WHAT THE EXERCISE ASKS
Below are records; give the number of their lines that contain "PRINCESSE", and only that number.

SUPPLIED INFORMATION
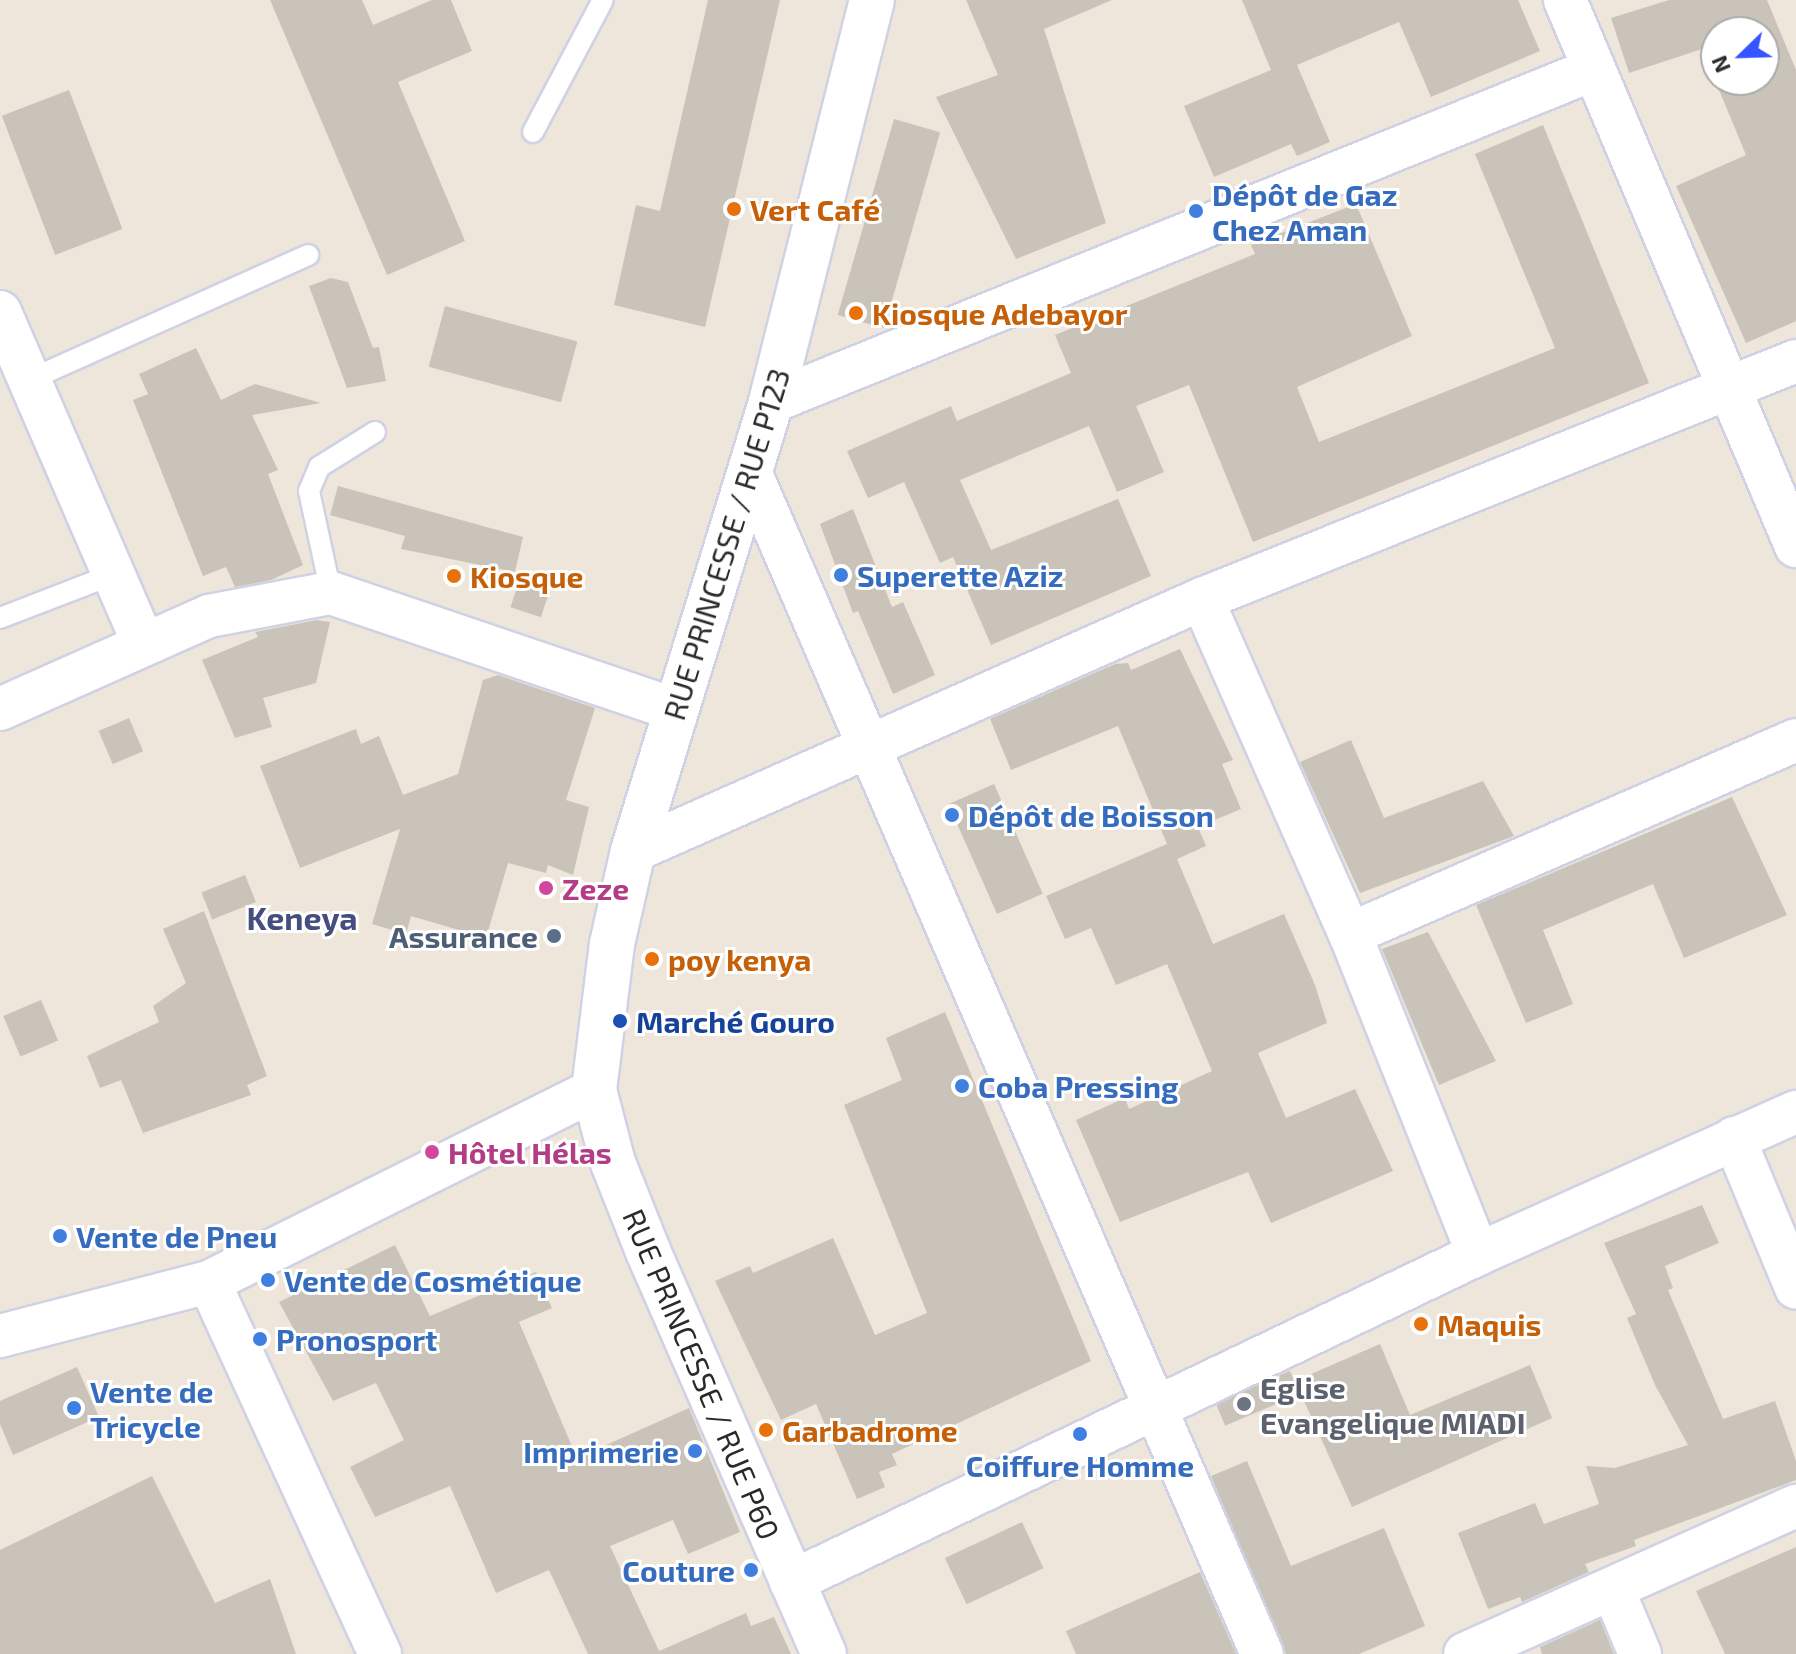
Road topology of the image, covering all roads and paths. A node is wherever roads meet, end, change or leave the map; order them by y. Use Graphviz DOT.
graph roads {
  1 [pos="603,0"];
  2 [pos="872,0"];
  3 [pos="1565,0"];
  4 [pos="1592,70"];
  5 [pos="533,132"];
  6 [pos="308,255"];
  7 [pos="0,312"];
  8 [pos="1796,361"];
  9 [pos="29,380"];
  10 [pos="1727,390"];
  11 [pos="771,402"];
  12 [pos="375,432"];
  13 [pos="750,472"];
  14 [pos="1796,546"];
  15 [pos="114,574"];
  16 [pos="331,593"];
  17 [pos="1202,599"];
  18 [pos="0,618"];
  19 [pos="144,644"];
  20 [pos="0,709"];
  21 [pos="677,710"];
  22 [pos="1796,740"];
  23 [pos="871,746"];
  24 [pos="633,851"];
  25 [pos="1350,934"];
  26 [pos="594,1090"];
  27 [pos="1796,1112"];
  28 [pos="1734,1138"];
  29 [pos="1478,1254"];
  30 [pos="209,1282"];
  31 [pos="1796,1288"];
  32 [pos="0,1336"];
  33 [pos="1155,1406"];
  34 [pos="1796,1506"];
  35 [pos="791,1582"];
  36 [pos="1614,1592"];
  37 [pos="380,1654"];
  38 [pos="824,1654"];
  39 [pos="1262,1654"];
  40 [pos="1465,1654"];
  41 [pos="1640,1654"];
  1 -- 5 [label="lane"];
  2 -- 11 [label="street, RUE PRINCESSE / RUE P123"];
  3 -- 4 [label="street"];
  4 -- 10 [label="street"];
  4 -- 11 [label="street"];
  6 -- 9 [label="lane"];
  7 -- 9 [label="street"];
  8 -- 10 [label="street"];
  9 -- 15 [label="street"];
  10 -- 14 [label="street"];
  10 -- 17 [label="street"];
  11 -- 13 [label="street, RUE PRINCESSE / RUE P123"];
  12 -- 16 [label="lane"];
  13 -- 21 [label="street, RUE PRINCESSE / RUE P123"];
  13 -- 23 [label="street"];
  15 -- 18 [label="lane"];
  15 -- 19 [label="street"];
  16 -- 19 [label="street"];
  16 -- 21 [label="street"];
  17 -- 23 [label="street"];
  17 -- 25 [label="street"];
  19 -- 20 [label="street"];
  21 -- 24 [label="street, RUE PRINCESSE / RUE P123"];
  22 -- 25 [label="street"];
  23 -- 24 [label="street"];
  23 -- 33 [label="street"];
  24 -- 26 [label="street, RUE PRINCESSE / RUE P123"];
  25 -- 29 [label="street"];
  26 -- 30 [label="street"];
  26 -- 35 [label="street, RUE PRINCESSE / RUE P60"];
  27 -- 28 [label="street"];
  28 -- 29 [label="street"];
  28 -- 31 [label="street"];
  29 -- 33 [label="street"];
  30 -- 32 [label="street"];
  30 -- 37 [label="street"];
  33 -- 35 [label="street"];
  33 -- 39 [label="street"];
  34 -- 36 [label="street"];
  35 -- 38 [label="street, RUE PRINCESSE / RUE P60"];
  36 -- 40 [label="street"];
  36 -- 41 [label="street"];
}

WRITTEN REPLY
7